- **Brief**
Your answer should reproduce every line of the material in which the word "this" occurs.

- **The input**
= = = = = = =
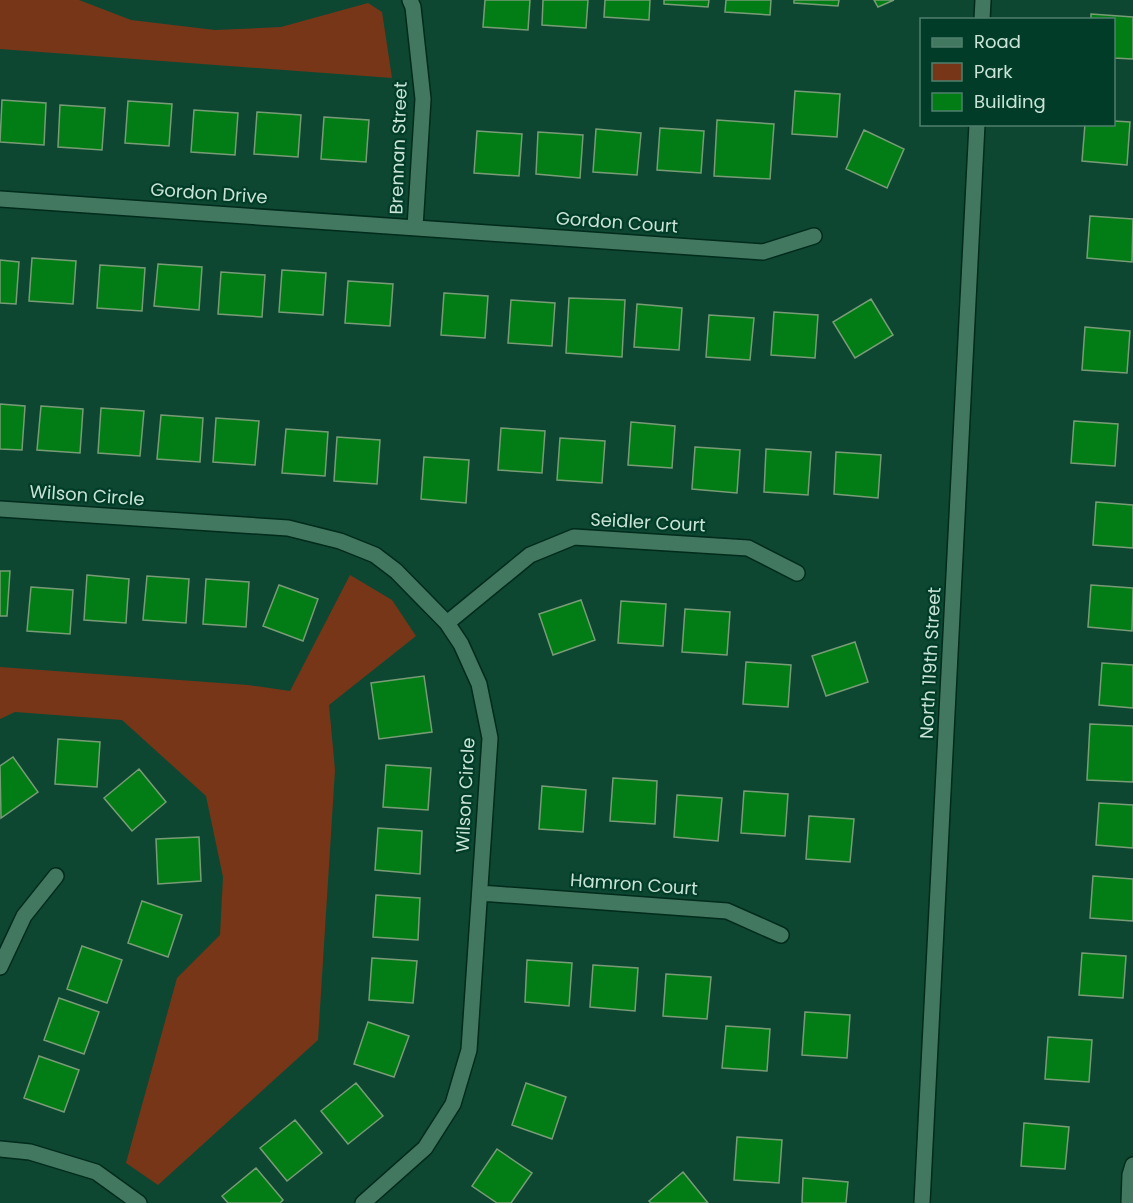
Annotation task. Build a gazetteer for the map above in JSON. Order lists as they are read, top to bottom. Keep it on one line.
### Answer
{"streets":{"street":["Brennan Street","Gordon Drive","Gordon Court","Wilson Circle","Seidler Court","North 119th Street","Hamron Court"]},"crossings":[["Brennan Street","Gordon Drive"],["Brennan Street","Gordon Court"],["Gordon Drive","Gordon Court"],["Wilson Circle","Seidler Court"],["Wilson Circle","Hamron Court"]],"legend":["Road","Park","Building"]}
= = = = = = =
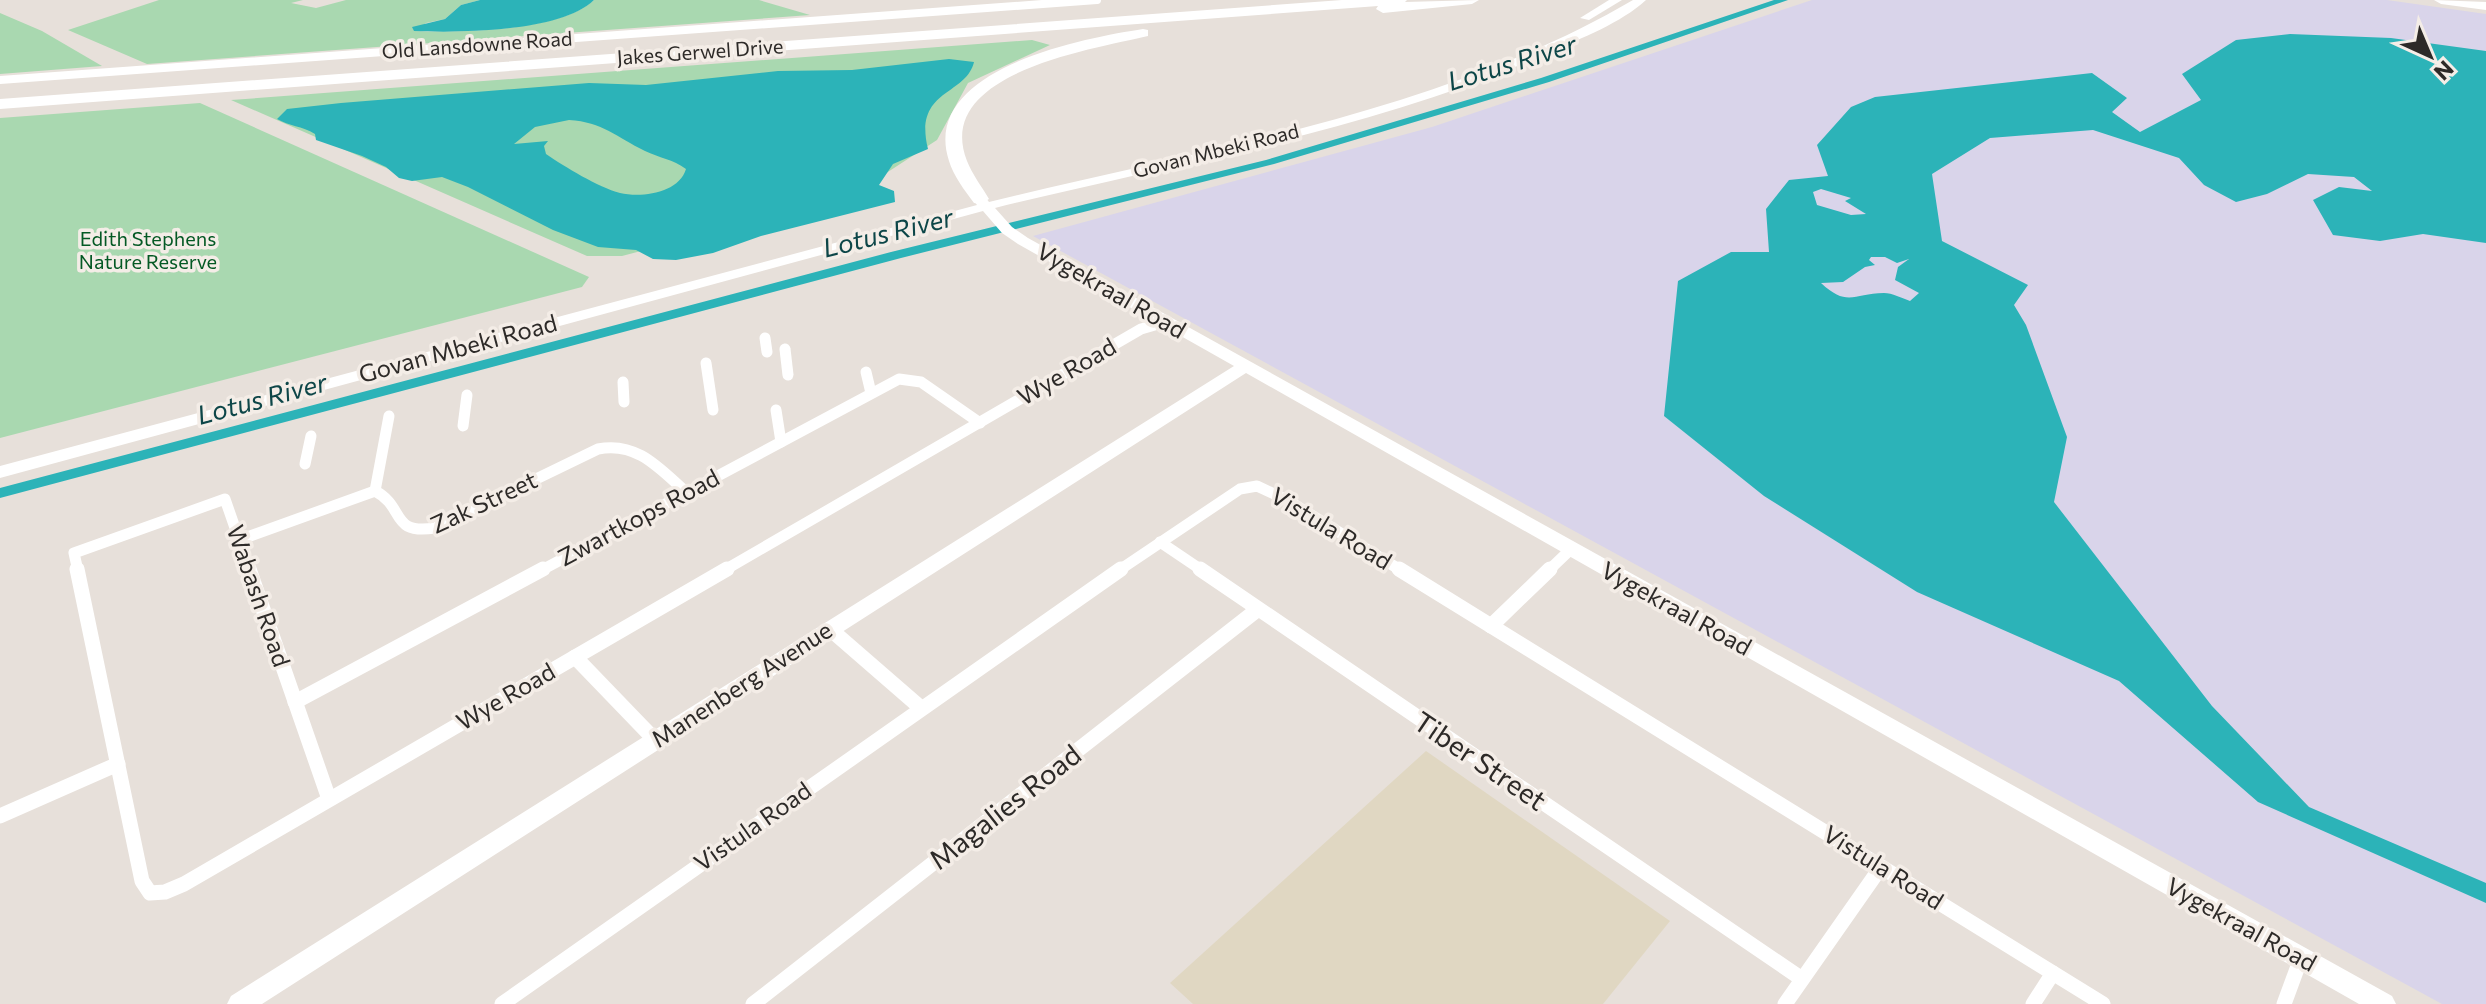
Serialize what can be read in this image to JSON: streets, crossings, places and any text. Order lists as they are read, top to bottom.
= = = = = = =
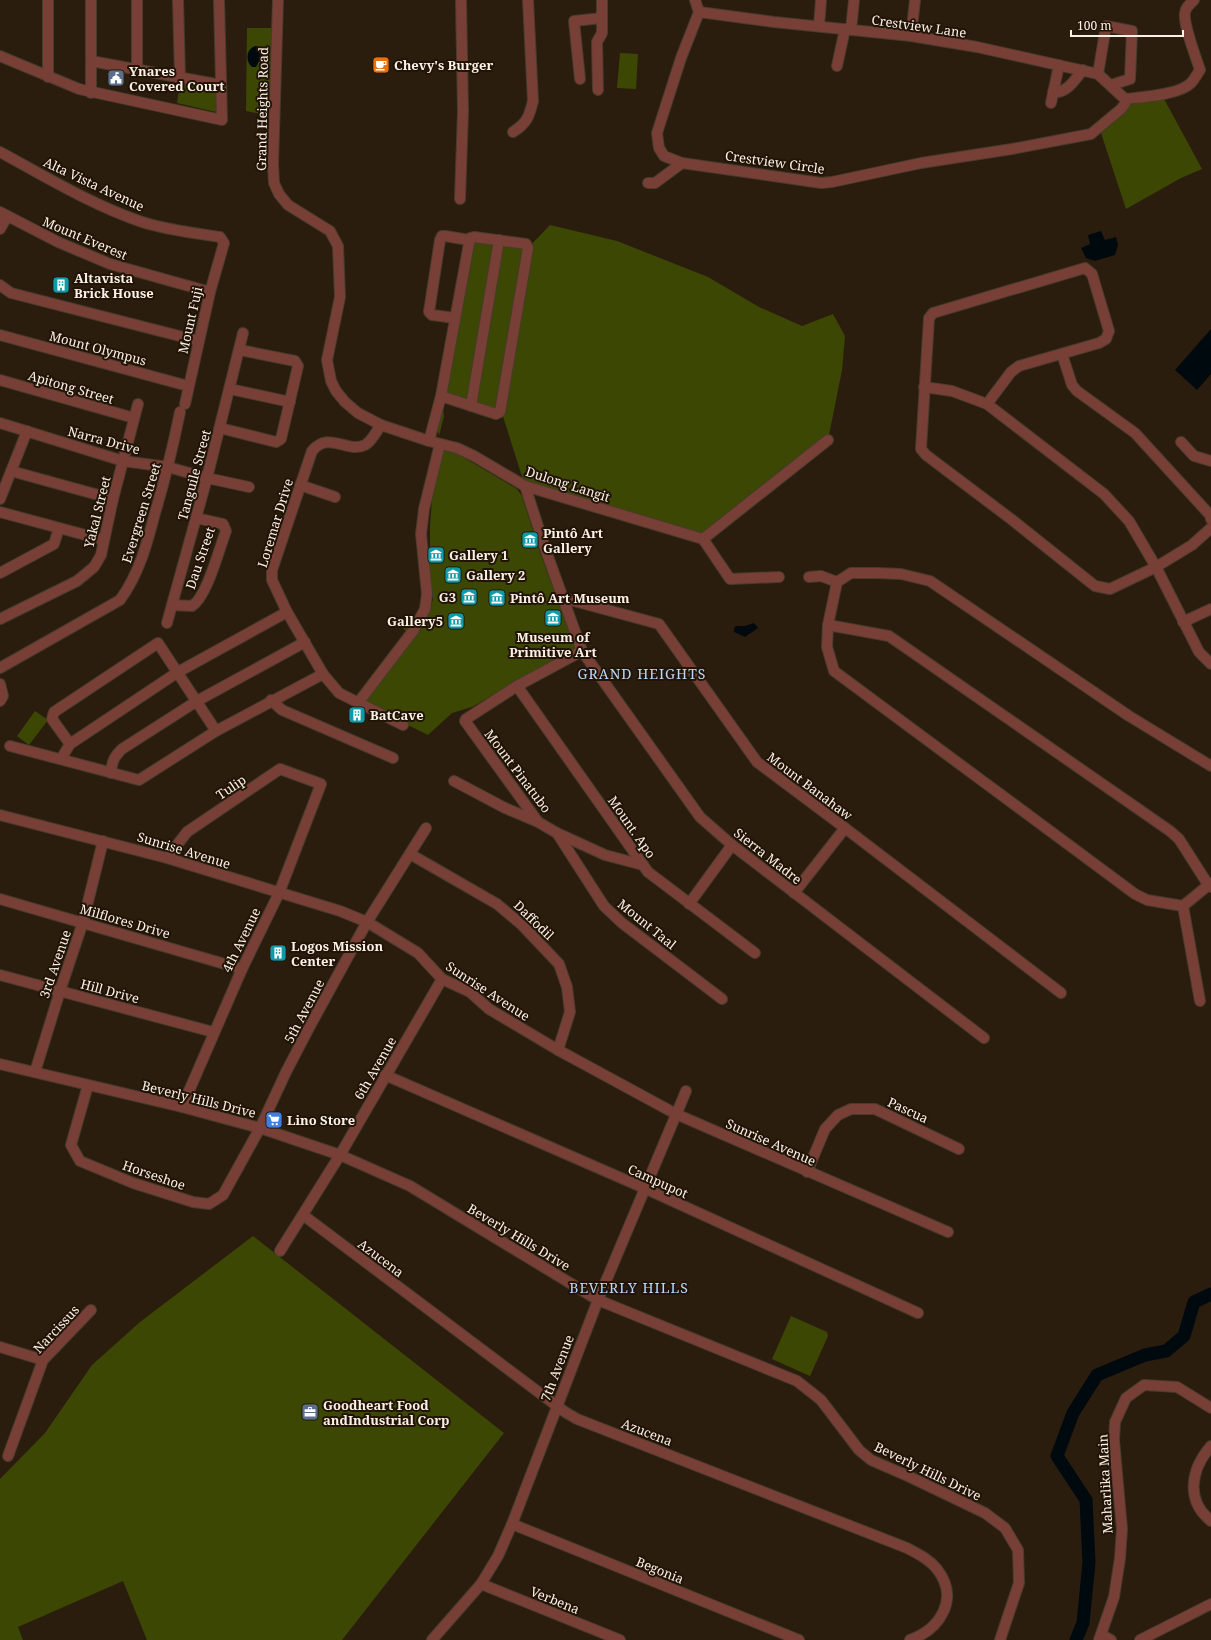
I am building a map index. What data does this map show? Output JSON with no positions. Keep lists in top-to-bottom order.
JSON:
= = = = = = =
- **Result below**
Serialize what can be read in this image to JSON: streets, crossings, places and any text. Order lists as they are read, top to bottom.
I am building a map index. What data does this map show? Output JSON with no positions. Keep lists in top-to-bottom order.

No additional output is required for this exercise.